Há dez anos, Klanovicz explicava que, como historiador, para descrever adequadamente o impacto nas populações afetadas, seria necessário um trabalho de médio e longo prazos, para constituir ou dar vazão às múltiplas narrativas que o evento despertou, desde aquelas ligadas às práticas cotidianas das populações atingidas, suas representações do rio Doce, suas expressões simbólicas sobre o evento, suas visões sobre a relação entre humanos e mundo natural, entre economia mineradora e natureza e sobre o papel e a responsabilidade do estado e das empresas acerca do evento.
…E dez anos depois…
Muitas dessas dimensões citadas pelo professor na entrevista feita há dez anos pelo Blog de HCS-Manguinhos aparecem nas reportagens apresentadas na mídia essa semana, como na reportagem Desastre de Mariana completa 10 anos e moradores ainda buscam justiça, da Agência Brasil, que mostra que, nesses dez anos, ninguém foi responsabilizado criminalmente pela tragédia.
Vale assistir também as duas reportagens do programa Caminhos da Reportagem, da TV Brasil, – a atual e a da época. A reportagem voltou a Mariana para contar histórias de quem sobreviveu e de quem vive com medo de novas tragédias em Minas Gerais. O programa discute ainda a segurança das barragens e o impacto da mineração na vida da população. Reproduzimos as duas reportagens abaixo.
A tragédia de Mariana, dez anos depois – Caminhos da Reportagem – TV Brasil
Lágrimas de ferro – Caminhos da Reportagem – TV Brasil
História ambiental, um campo em desenvolvimento
Para a população, é incompreensível a repetição de tragédias anunciadas, como outro rompimento de barragem de mineração – o terrível desastre de Brumadinho, em Minas Gerais, em janeiro de 2019, ainda mais grave que o de Mariana em perdas de vidas humanas – 272!

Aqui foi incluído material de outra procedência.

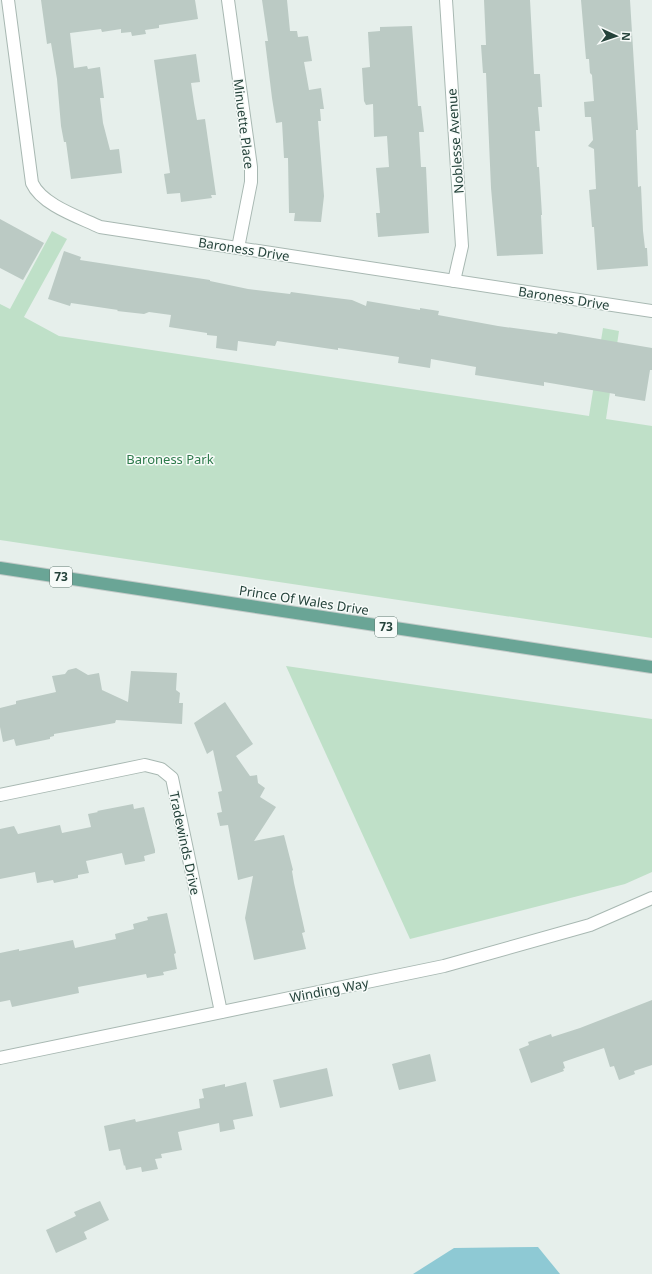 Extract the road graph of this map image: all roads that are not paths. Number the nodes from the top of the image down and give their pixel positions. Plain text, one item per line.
1 (8, 0) edge
2 (228, 0) edge
3 (446, 0) edge
4 (238, 248) junction
5 (454, 281) junction
6 (652, 311) edge
7 (0, 568) edge
8 (652, 666) edge
9 (0, 795) edge
10 (652, 898) edge
11 (221, 1012) junction
12 (0, 1058) edge

1 - 4 street, Baroness Drive
2 - 4 street, Minuette Place
3 - 5 street, Noblesse Avenue
4 - 5 street, Baroness Drive
5 - 6 street, Baroness Drive
7 - 8 main road, Prince Of Wales Drive / 73
9 - 11 street, Tradewinds Drive
10 - 11 street, Winding Way
11 - 12 street, Winding Way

Às vésperas da COP 30, e diante das emergências climáticas que provocam desastres socioambientais previsíveis, como as inundações na região serrana no Rio de Janeiro, no litoral de São Paulo, em Santa Catarina e no Sul do Brasil, as pessoas se perguntam por que ações de prevenção e resiliência não são tomadas. Toda essa discussão está no campo da história ambiental, que, como consequência, está em ascensão.